John Dee, as Imagined in Light of Empire

The British Empire — a thing culled from Arthurian legends whispered between Faerie Queenes and court astrologers — stood for a time as proof of magic’s power. ‘Twas a rabbit pulled from the hat of Elizabeth I’s wizard-friend John Dee. The same rabbit that draws Alice down the rabbit hole to Wonderland.

Enlisted as Her Majesty’s spymaster — indeed, he was the original secret agent, Mr. 007 himself — Dee stormed the reality studio, made Elizabeth a Time Traveler, conversed with angels.

And this thing Dee dreamt into being was of course a terrible thing: an expansionist project armed with ships of fools and launched outward to seize others — other persons, other worlds — for purposes of self-aggrandizement.

Literary greats went on to reimagine Dee just as he himself was a reimagining of Merlin. Shakespeare figures him as Prospero, and against him imagines the colonized subject Caliban. To overthrow Prospero, says Caliban, “Remember / First to possess his books, for without them / He’s but a sot.”

Christopher Marlowe supplies the more influential imagining of Dee, however, by casting him as Doctor Faustus.

Theses on Magic

Despite its protestations to the contrary, Western science is both a literary-artistic experiment and a religion. Upon the doors of its church of realism I nail my theses.

Thesis #1: Magic is a feature of some/most/all indigenous cultures. It predates colonization, and survives the latter as an ongoing site of resistance: spells cast to break spells of Empire.

Thesis #2: Magic is a paralogical retort, a way of knowing and doing that persists and evolves alongside Imperial Science, refusing and contesting the latter’s bid for supremacy.

Thesis #3: Magic is one of the elements most commonly associated with fantasy. Yet it’s woven as well into whatever one might pit against fantasy. It is as apparent in our natures as it is on our screens, equal parts imaginary and real. Cf. Arthur C. Clarke’s Third Law: “Any sufficiently advanced technology is indistinguishable from magic.”

Thesis #4: Science is a subset of magic.

All Because of a Couple of Magicians

Twenty-first century subjects of capitalist modernity and whatever postmodern condition lies beyond it have up to Now imagined themselves trapped in the world of imperial science. The world as seen through the telescopes and microscopes parodied by the Empress in Margaret Cavendish’s The Blazing World. That optical illusion became our world-picture or world-scene — our cognitive map — did it not?
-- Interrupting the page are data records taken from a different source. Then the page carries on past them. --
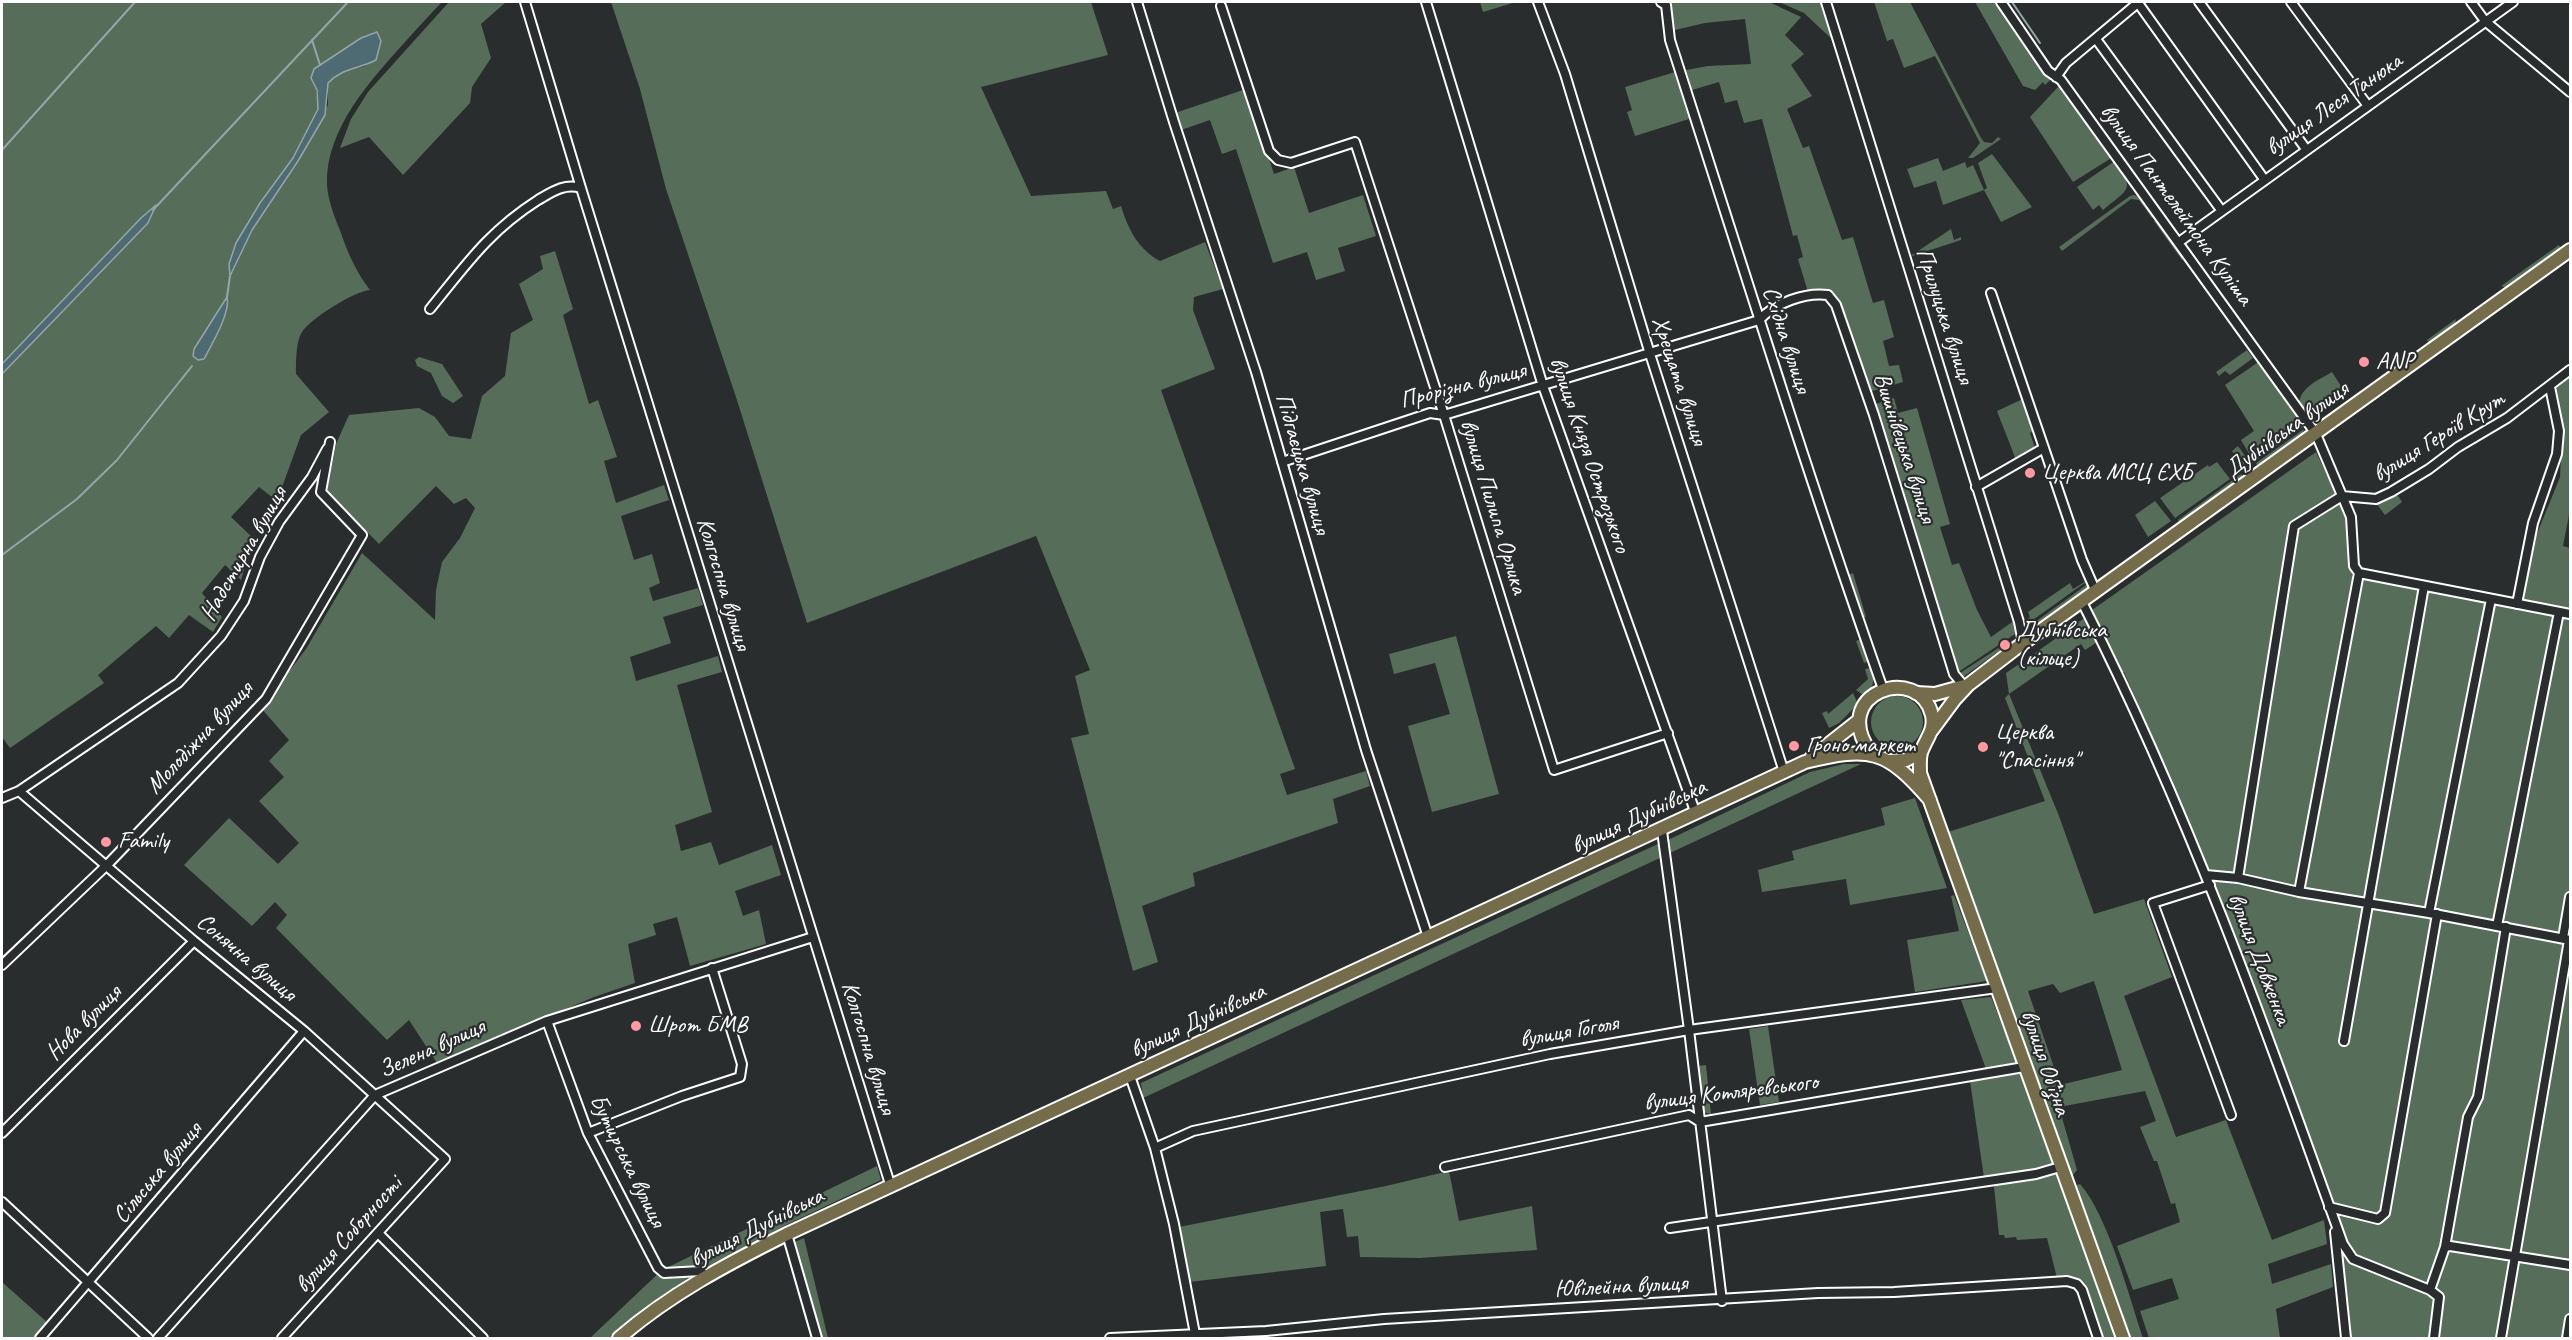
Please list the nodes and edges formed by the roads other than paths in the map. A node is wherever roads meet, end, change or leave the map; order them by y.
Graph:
1 (525, 2) edge
2 (1137, 2) edge
3 (1426, 2) edge
4 (1538, 2) edge
5 (1826, 2) edge
6 (2001, 2) edge
7 (2139, 2) edge
8 (2199, 2) edge
9 (2291, 2) edge
10 (2471, 2) edge
11 (2513, 2) edge
12 (1665, 3) edge
13 (1221, 6) dead end
14 (2485, 21) junction
15 (2096, 39) junction
16 (2056, 77) junction
17 (2571, 92) edge
18 (2368, 106) junction
19 (2306, 149) junction
20 (2264, 179) junction
21 (581, 188) junction
22 (2221, 210) junction
23 (2178, 242) junction
24 (2571, 250) edge
25 (1991, 293) dead end
26 (430, 309) dead end
27 (1759, 320) junction
28 (1650, 354) junction
29 (2571, 370) edge
30 (1543, 386) junction
31 (2550, 387) junction
32 (1444, 415) junction
33 (2316, 434) junction
34 (330, 442) joint
35 (2044, 448) junction
36 (1282, 462) junction
37 (1976, 487) junction
38 (2342, 496) junction
39 (2359, 573) junction
40 (2424, 586) junction
41 (2096, 592) junction
42 (2491, 599) junction
43 (2082, 602) junction
44 (2517, 604) junction
45 (2559, 612) junction
46 (2571, 614) edge
47 (2023, 643) junction
48 (1966, 685) junction
49 (1883, 689) junction
50 (1916, 693) junction
51 (1858, 721) junction
52 (1932, 730) junction
53 (1668, 733) junction
54 (1921, 752) junction
55 (1871, 753) junction
56 (1889, 761) junction
57 (1805, 762) junction
58 (1784, 772) junction
59 (19, 790) junction
60 (2, 798) edge
61 (1930, 800) junction
62 (1696, 814) junction
63 (1662, 831) junction
64 (107, 865) junction
65 (2206, 875) junction
66 (2238, 878) junction
67 (2210, 885) junction
68 (2299, 892) junction
69 (2571, 897) edge
70 (2370, 902) junction
71 (2433, 913) junction
72 (2497, 926) junction
73 (2506, 927) junction
74 (813, 937) junction
75 (1428, 938) junction
76 (2567, 939) edge
77 (194, 941) junction
78 (2, 965) edge
79 (712, 968) junction
80 (1997, 988) junction
81 (547, 1021) junction
82 (1689, 1030) junction
83 (304, 1031) junction
84 (2344, 1041) dead end
85 (2024, 1067) junction
86 (1130, 1076) junction
87 (375, 1095) junction
88 (2231, 1115) dead end
89 (1700, 1122) junction
90 (2, 1133) edge
91 (588, 1133) junction
92 (1155, 1148) junction
93 (446, 1159) joint
94 (1445, 1167) dead end
95 (2060, 1167) junction
96 (890, 1184) junction
97 (2, 1203) edge
98 (2329, 1207) junction
99 (1714, 1222) junction
100 (2335, 1222) junction
101 (1670, 1228) dead end
102 (378, 1233) junction
103 (787, 1234) junction
104 (2445, 1247) junction
105 (2515, 1256) junction
106 (2571, 1265) edge
107 (705, 1276) junction
108 (88, 1285) junction
109 (2430, 1290) junction
110 (1722, 1301) junction
111 (2571, 1319) edge
112 (1195, 1334) junction
113 (40, 1338) edge
114 (148, 1338) edge
115 (158, 1338) edge
116 (282, 1338) edge
117 (483, 1338) edge
118 (620, 1338) edge
119 (817, 1338) edge
120 (1110, 1338) edge
121 (2098, 1338) edge
122 (2123, 1338) edge
123 (2346, 1338) edge
124 (2434, 1338) edge
125 (2500, 1338) edge
126 (2567, 1338) edge

1 - 21 street, Колгоспна вулиця
2 - 36 street, Підгаєцька вулиця
3 - 30 street, вулиця Князя Острозького
4 - 28 street, Хрещата вулиця
5 - 37 street, Прилуцька вулиця
6 - 16 street, вулиця Пантелеймона Куліша
7 - 15 street
7 - 20 street
8 - 19 street
9 - 18 street
10 - 14 street
11 - 14 street, вулиця Леся Танюка
12 - 27 street, Східна вулиця
13 - 32 street, вулиця Пилипа Орлика
14 - 17 street
14 - 18 street, вулиця Леся Танюка
15 - 16 street
15 - 22 street
16 - 23 street, вулиця Пантелеймона Куліша
18 - 19 street, вулиця Леся Танюка
19 - 20 street, вулиця Леся Танюка
20 - 22 street, вулиця Леся Танюка
21 - 26 street
21 - 74 street, Колгоспна вулиця
22 - 23 street, вулиця Леся Танюка
23 - 33 street, вулиця Пантелеймона Куліша
24 - 33 main road, Дубнівська вулиця
25 - 35 street
27 - 28 street, Прорізна вулиця
27 - 48 street, Вишнівецька вулиця
27 - 49 street, Східна вулиця
28 - 30 street, Прорізна вулиця
28 - 58 street, Хрещата вулиця
29 - 31 street, вулиця Героїв Крут
30 - 32 street, Прорізна вулиця
30 - 53 street, вулиця Князя Острозького
31 - 38 street, вулиця Героїв Крут
31 - 44 street
32 - 36 street, Прорізна вулиця
32 - 53 street, вулиця Пилипа Орлика
33 - 38 street, вулиця Героїв Крут
33 - 41 main road, Дубнівська вулиця
34 - 59 street, Надстирна вулиця
34 - 64 street, Молодіжна вулиця
35 - 37 street
35 - 41 street
36 - 75 street, Підгаєцька вулиця
37 - 47 street, Прилуцька вулиця
38 - 39 street, вулиця Героїв Крут
38 - 66 street
39 - 40 street
39 - 68 street
40 - 42 street
40 - 70 street
41 - 43 main road, Дубнівська вулиця
42 - 44 street
42 - 71 street
43 - 47 main road, Дубнівська вулиця
43 - 65 street, вулиця Довженка
44 - 45 street
45 - 46 street
45 - 72 street
47 - 48 main road, Дубнівська вулиця
48 - 50 main road
48 - 52 main road
49 - 50 main road
49 - 51 main road
50 - 52 main road
51 - 55 main road
51 - 57 main road
52 - 54 main road
53 - 62 street, вулиця Князя Острозького
54 - 56 main road
54 - 61 main road, вулиця Об’їзна
55 - 56 main road
55 - 57 main road
56 - 61 main road
57 - 58 main road, вулиця Дубнівська
58 - 62 main road, вулиця Дубнівська
59 - 60 street, Надстирна вулиця
59 - 64 street, Сонячна вулиця
61 - 80 main road, вулиця Об’їзна
62 - 63 main road, вулиця Дубнівська
63 - 75 main road, вулиця Дубнівська
63 - 82 street
64 - 77 street, Сонячна вулиця
64 - 78 street, Молодіжна вулиця
65 - 66 street
65 - 67 street, вулиця Довженка
66 - 68 street
67 - 88 street
67 - 98 street, вулиця Довженка
68 - 70 street
69 - 76 street
70 - 71 street
70 - 84 street
71 - 72 street
71 - 98 street
72 - 73 street
73 - 76 street
73 - 104 street
74 - 79 street, Зелена вулиця
74 - 96 street, Колгоспна вулиця
75 - 86 main road, вулиця Дубнівська
76 - 105 street
77 - 83 street, Сонячна вулиця
77 - 90 street, Нова вулиця
79 - 81 street, Зелена вулиця
79 - 91 street
80 - 82 street, вулиця Гоголя
80 - 85 main road, вулиця Об’їзна
81 - 87 street, Зелена вулиця
81 - 91 street, Бутирська вулиця
82 - 89 street
82 - 92 street, вулиця Гоголя
83 - 87 street, Сонячна вулиця
83 - 108 street, Сільська вулиця
85 - 89 street, вулиця Котляревського
85 - 95 main road, вулиця Об’їзна
86 - 92 street
86 - 96 main road, вулиця Дубнівська
87 - 93 street, Сонячна вулиця
87 - 115 street, Зелена вулиця
89 - 94 street, вулиця Котляревського
89 - 99 street
91 - 107 street, Бутирська вулиця
92 - 112 street
93 - 102 street, вулиця Соборності
95 - 99 street
95 - 122 main road, вулиця Об’їзна
96 - 103 main road, вулиця Дубнівська
97 - 108 street
98 - 100 street, вулиця Довженка
99 - 101 street
99 - 110 street
100 - 109 street, вулиця Довженка
100 - 123 street
102 - 116 street, вулиця Соборності
102 - 117 street
103 - 107 main road, вулиця Дубнівська
103 - 119 street
104 - 105 street
104 - 109 street
105 - 106 street
105 - 125 street
107 - 118 main road, вулиця Дубнівська
108 - 113 street, Сільська вулиця
108 - 114 street
109 - 124 street
110 - 112 street, Ювілейна вулиця
110 - 121 street, Ювілейна вулиця
111 - 126 street
112 - 120 street, Ювілейна вулиця

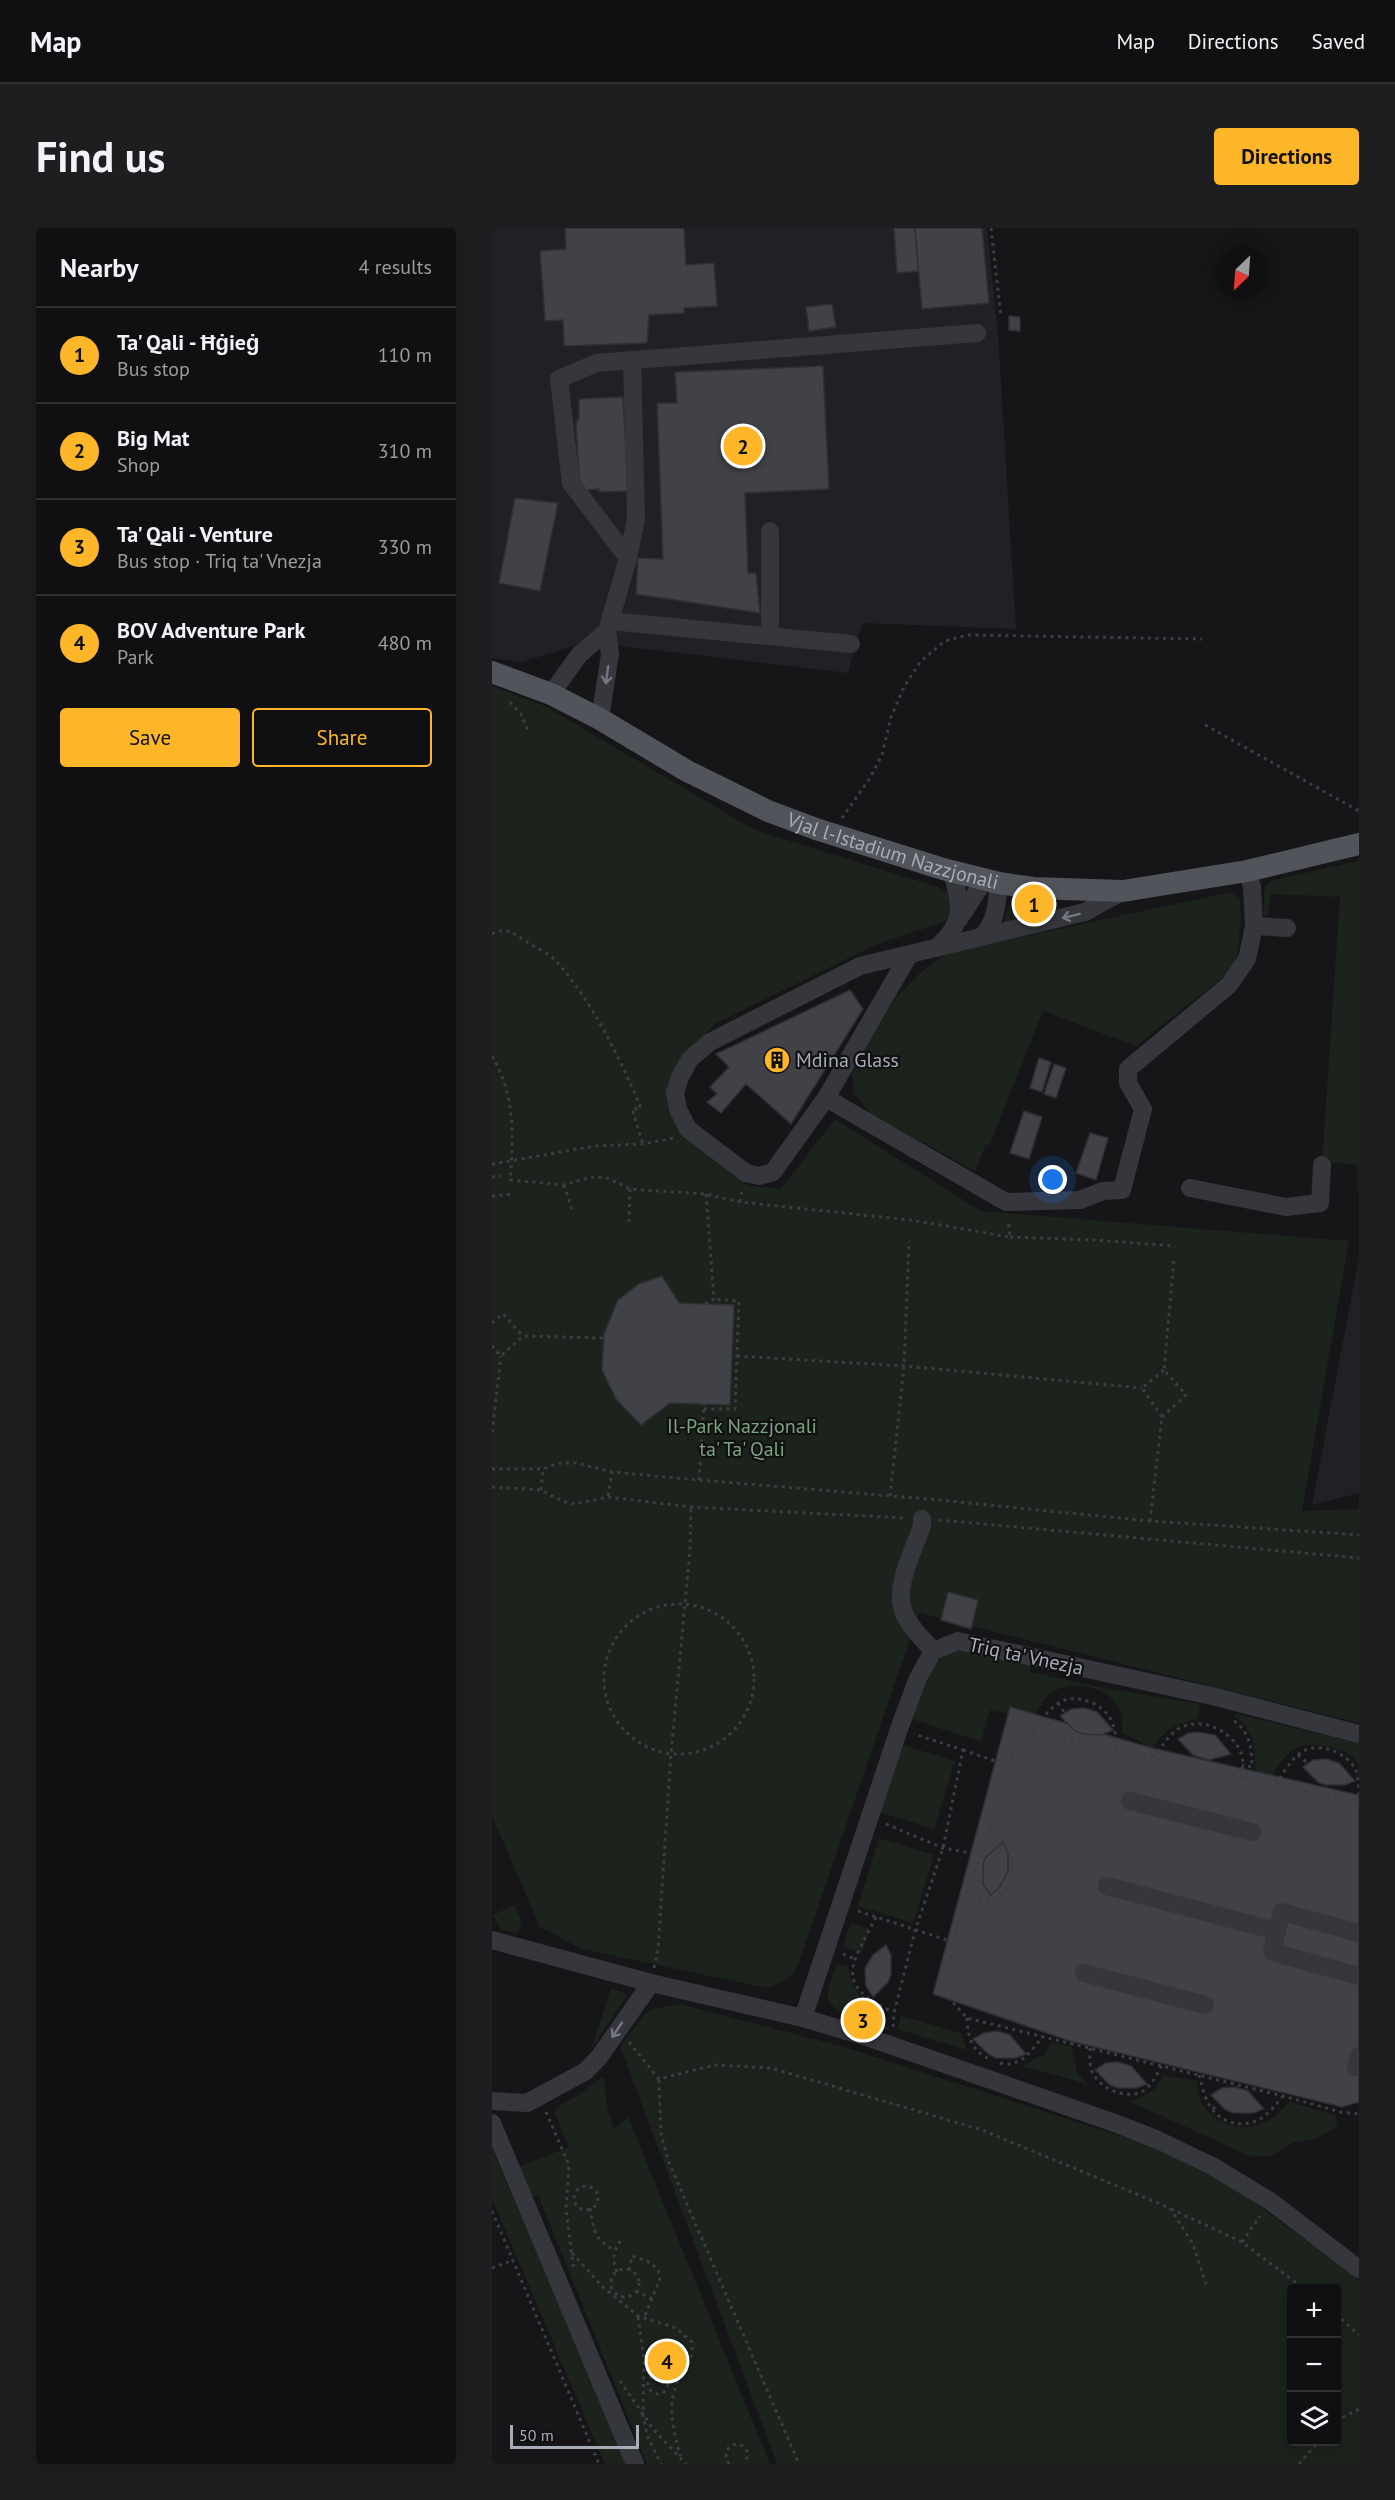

Globe Theatre projected outward as world-stage became Spaceship Earth, a Whole Earth purchasable through a stock exchange.

Next thing we know, we’re here.

Forms from dreamland awaken into matter.

Monday July 6, 2020

Some of these recent trance-scripts have been addressing and will continue to address for the remainder of the summer the course I’m planning to teach this fall. The idea is to sit with texts and think with them. Texts belonging to a rebellious current — particular expressions that leap across time, appearing throughout American history in the nation’s literature. Placed in dialogue, these texts reveal the Empire, the settler-colony in its pattern of continuous struggle with the land and its people. Rebellion occurs in these texts in open opposition to settler histories, settler temporalities, settler cosmologies. This course, of course, is a work in progress — and also a critique of progress. Yet here I am also learning to make pizza, dough and all. Or so was my hope before the baby woke. Sarah and I collaborate on a pair of dueling Sicilians.